Dr. Nsiah-Poku emphasized that while the stronger cedi is a positive development, it is merely one factor in a complex pricing equation. A major concern for businesses is the uncertainty surrounding the durability of the currency’s gains. He indicated that industry players are not yet convinced the macroeconomic fundamentals are robust enough to sustain the cedi’s current position.

“Industry still does not think that the economy is so robust,” he said.

This skepticism is compounded by the nature of Ghana’s credit-driven economy. Manufacturers often supply goods to retailers and distributors on credit, with payments sometimes not received for months.

“This is a credit economy. If I manufacture and give it to my customers on credit, and they pay me in two, three, or four months, and by that time, if the gain has reversed, what do I do?” Dr. Nsiah-Poku queried, explaining the risk that makes manufacturers cautious about reducing prices too quickly.

High Utility Costs Offset Currency Gains

Beyond exchange rate volatility, the AGI president pointed to persistently high utility tariffs as a major burden on production costs. He argued that these costs, which often have foreign exchange components, should logically reflect the cedi’s improved performance.

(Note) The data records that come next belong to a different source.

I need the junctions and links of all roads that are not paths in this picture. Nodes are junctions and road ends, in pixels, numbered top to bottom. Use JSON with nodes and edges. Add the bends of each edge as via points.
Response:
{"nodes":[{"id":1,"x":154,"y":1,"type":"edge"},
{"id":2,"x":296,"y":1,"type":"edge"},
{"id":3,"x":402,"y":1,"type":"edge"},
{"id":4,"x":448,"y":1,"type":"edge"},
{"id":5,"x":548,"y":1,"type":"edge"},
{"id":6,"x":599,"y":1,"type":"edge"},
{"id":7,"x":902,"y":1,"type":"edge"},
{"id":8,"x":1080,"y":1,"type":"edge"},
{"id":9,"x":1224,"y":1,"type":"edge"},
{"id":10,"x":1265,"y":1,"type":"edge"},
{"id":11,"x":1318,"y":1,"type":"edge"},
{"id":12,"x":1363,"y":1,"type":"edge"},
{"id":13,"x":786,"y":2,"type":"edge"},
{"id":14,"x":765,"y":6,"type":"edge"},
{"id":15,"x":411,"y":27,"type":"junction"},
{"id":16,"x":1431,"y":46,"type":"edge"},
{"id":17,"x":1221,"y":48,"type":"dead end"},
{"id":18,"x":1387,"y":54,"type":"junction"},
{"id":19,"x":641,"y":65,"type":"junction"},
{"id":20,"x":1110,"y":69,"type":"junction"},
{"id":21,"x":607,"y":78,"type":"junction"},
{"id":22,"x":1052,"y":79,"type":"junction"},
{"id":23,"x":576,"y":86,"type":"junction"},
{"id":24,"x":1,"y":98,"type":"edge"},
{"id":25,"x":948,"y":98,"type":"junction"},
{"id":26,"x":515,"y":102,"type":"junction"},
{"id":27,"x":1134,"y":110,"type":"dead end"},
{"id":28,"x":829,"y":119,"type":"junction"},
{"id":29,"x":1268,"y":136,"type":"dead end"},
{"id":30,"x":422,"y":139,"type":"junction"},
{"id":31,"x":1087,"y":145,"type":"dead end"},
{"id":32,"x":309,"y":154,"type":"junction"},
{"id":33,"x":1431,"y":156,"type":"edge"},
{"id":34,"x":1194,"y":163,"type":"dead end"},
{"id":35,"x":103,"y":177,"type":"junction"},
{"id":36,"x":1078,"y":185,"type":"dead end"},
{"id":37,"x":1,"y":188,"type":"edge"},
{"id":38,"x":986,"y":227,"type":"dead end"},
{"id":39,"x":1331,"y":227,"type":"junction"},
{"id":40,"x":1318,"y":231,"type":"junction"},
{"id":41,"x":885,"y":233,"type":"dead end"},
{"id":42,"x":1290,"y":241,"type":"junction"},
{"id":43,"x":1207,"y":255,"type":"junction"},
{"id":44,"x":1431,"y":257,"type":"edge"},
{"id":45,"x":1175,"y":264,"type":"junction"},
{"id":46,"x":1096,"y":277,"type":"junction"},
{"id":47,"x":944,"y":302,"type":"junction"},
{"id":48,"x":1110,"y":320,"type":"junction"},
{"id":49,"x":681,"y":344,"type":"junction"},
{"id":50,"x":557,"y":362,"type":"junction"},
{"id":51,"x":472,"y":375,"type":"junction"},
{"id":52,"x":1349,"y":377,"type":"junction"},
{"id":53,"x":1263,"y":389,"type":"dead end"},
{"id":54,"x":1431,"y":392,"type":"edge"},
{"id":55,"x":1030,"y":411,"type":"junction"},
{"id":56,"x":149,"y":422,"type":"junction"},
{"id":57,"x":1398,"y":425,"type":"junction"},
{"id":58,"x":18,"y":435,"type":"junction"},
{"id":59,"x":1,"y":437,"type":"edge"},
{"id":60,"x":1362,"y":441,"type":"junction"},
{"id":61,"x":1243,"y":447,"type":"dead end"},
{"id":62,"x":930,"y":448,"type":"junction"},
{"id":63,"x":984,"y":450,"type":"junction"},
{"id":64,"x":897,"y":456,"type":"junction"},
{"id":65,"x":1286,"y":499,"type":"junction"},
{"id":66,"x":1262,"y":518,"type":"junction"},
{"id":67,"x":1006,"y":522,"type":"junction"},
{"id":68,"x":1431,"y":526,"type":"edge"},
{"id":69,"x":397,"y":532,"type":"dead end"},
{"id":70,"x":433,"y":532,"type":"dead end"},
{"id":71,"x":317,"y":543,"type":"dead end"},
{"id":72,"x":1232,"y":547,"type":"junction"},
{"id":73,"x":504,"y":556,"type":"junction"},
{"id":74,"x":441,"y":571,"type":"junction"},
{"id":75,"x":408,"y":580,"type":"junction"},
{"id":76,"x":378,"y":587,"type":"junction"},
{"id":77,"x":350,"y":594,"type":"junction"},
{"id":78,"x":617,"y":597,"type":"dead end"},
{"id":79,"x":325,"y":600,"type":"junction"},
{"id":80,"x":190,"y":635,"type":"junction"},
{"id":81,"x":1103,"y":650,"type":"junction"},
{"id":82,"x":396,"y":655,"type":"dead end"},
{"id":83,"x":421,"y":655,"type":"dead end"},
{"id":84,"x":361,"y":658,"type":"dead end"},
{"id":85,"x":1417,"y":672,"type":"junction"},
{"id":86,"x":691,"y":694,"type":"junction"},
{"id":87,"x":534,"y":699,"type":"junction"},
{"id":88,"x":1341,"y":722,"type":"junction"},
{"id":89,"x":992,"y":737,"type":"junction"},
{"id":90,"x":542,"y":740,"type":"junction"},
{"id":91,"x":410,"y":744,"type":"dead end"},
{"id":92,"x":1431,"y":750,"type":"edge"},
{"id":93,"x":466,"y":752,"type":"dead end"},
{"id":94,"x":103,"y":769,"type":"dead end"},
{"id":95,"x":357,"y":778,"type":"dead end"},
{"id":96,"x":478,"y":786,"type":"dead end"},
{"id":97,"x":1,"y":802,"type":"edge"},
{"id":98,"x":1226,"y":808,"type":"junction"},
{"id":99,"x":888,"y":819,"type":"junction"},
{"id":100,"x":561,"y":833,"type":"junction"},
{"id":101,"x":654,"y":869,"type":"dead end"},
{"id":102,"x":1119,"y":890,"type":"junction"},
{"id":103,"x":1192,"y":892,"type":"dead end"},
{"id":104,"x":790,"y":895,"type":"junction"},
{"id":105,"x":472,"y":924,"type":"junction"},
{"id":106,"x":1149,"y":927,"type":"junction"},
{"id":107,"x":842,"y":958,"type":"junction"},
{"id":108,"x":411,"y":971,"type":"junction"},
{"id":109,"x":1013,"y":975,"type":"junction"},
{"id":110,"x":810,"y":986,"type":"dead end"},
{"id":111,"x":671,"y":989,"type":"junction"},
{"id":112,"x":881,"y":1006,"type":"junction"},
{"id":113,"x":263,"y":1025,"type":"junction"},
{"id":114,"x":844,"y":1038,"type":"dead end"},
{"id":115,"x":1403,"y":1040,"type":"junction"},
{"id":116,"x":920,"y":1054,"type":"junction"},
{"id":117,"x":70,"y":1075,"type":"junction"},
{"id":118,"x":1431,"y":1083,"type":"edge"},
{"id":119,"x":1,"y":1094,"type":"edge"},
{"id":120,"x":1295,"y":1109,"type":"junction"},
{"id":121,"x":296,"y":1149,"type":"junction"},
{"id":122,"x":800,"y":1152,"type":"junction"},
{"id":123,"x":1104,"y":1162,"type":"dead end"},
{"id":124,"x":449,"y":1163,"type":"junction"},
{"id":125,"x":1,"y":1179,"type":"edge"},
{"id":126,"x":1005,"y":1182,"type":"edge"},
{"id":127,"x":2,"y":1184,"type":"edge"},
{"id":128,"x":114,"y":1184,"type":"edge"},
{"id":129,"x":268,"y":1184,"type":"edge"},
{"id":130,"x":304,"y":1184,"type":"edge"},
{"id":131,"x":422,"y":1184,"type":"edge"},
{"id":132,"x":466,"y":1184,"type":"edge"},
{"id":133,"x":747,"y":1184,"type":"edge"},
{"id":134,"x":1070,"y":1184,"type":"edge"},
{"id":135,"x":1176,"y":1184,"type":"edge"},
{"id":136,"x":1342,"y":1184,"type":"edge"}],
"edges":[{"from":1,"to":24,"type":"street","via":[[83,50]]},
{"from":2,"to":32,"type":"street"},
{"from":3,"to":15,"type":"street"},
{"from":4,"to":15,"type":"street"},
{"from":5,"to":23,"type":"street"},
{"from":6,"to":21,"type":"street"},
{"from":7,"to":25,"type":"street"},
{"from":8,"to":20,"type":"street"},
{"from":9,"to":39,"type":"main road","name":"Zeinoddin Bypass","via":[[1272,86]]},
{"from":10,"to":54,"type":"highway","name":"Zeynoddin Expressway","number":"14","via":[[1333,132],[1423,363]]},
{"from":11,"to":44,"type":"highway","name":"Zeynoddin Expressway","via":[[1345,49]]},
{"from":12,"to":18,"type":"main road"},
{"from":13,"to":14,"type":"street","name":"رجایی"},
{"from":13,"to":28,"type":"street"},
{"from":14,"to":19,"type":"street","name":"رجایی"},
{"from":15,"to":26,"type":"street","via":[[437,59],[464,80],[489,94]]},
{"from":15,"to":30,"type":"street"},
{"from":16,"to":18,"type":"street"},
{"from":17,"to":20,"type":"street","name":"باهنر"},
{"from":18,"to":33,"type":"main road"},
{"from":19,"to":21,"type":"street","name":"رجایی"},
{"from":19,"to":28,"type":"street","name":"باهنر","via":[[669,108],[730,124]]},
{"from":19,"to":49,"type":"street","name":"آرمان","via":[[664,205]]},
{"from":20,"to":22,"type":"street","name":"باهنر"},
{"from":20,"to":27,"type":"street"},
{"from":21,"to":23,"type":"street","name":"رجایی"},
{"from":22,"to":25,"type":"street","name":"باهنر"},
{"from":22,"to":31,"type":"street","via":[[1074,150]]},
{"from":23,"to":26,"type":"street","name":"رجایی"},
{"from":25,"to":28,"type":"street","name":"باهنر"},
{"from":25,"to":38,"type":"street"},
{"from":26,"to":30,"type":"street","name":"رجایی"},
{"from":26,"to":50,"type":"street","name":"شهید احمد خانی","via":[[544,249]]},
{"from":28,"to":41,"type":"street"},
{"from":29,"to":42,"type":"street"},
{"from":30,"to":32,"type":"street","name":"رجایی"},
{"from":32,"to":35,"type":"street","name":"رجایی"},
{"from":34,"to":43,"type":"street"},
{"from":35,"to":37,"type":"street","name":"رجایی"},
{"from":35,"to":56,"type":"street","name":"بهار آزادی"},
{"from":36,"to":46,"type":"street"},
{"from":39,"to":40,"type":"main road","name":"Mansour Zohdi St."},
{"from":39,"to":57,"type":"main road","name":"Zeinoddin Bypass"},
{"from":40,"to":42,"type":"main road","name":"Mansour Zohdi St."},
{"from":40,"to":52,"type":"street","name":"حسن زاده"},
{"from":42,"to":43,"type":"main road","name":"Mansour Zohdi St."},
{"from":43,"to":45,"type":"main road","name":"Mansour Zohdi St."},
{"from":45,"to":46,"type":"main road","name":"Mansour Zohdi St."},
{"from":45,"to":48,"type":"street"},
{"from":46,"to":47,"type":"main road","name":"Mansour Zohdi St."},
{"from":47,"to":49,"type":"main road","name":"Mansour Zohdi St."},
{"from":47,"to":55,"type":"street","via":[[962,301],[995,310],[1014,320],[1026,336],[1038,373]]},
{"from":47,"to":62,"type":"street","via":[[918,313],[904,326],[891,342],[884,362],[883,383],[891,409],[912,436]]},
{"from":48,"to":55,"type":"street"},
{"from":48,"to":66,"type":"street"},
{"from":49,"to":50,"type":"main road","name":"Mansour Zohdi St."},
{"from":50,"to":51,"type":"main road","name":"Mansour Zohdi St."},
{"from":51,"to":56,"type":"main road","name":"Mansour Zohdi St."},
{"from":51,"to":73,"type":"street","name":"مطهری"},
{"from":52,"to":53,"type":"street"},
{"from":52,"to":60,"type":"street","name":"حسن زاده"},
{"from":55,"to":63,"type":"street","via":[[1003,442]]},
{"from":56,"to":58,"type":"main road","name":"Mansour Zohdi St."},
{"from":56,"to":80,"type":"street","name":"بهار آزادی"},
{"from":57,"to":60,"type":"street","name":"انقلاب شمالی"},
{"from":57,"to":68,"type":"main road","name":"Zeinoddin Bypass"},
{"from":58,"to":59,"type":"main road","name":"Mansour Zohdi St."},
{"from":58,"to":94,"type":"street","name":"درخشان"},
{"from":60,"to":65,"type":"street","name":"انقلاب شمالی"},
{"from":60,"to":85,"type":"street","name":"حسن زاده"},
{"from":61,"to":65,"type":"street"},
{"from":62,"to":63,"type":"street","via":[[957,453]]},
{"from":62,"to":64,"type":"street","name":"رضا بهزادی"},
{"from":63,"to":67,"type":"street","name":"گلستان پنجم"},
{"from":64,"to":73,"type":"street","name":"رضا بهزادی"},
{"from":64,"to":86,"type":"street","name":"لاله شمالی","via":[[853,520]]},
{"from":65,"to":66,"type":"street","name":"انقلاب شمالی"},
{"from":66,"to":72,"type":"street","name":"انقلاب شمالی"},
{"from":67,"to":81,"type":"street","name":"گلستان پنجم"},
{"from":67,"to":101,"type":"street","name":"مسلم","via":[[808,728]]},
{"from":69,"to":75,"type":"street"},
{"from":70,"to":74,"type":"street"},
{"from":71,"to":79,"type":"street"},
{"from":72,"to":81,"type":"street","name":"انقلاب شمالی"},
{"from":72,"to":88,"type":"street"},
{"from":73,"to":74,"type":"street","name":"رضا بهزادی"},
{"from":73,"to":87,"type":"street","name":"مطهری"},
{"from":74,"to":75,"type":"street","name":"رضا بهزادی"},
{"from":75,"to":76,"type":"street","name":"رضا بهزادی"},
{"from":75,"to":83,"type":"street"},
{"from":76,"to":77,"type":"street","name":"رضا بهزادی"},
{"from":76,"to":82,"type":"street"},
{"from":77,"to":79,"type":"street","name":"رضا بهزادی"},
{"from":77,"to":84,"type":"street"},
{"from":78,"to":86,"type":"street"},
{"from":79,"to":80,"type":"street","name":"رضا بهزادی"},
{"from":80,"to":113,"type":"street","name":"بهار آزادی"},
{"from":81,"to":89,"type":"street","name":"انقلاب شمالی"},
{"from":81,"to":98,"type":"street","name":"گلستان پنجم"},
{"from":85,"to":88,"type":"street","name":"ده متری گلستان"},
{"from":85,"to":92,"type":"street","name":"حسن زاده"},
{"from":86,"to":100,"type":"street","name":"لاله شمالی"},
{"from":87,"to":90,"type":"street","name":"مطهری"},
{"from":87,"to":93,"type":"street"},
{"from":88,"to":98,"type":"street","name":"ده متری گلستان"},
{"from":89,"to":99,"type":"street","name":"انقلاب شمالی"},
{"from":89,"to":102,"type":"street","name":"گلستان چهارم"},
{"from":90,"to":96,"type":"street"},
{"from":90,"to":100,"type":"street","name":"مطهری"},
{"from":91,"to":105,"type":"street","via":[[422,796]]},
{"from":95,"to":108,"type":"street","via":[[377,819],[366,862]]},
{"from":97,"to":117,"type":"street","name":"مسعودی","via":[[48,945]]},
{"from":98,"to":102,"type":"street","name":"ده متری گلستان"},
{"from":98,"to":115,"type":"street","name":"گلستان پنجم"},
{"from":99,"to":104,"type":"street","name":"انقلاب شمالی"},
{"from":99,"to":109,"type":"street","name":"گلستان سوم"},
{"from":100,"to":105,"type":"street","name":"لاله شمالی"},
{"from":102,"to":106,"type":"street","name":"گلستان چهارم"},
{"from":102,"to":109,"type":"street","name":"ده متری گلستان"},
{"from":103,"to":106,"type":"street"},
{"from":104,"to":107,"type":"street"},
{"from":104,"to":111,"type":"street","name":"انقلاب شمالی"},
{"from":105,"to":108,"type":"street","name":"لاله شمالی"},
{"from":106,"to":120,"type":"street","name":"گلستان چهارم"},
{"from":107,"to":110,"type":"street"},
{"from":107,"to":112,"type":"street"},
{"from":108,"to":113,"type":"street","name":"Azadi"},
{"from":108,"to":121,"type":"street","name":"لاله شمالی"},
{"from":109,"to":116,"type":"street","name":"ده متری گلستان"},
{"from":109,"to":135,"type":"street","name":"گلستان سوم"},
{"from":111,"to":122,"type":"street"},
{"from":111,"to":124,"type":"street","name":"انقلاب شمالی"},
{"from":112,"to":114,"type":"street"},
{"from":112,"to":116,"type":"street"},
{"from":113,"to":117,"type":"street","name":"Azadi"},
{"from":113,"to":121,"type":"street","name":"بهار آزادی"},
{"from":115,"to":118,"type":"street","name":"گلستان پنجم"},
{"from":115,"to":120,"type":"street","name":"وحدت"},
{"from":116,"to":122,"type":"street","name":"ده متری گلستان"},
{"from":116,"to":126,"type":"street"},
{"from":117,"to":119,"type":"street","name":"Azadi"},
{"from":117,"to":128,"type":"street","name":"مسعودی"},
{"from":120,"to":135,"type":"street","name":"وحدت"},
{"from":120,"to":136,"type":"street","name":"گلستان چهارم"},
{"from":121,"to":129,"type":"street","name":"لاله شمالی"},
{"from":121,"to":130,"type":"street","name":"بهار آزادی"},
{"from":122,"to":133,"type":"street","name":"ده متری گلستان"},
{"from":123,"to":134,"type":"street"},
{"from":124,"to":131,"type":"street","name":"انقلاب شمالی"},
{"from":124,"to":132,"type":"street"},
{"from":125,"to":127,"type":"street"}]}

“The cost of utilities is even high, even when the dollar is going down,” he stressed. “If the dollar is going down, we expect that utility cost should also be down, because we now have a higher cost, which is balancing the gain in the exchange rate.”

His comments underscore the delicate balancing act manufacturers face as they navigate currency fluctuations, credit risks, and rising operational expenses. While the cedi’s recent performance may signal an improving macroeconomic picture, Dr. Nsiah-Poku’s assessment suggests that for the real economy, the path to recovery is more gradual. He concluded that for industry, long-term stability and sustainability are far more critical than short-term currency gains.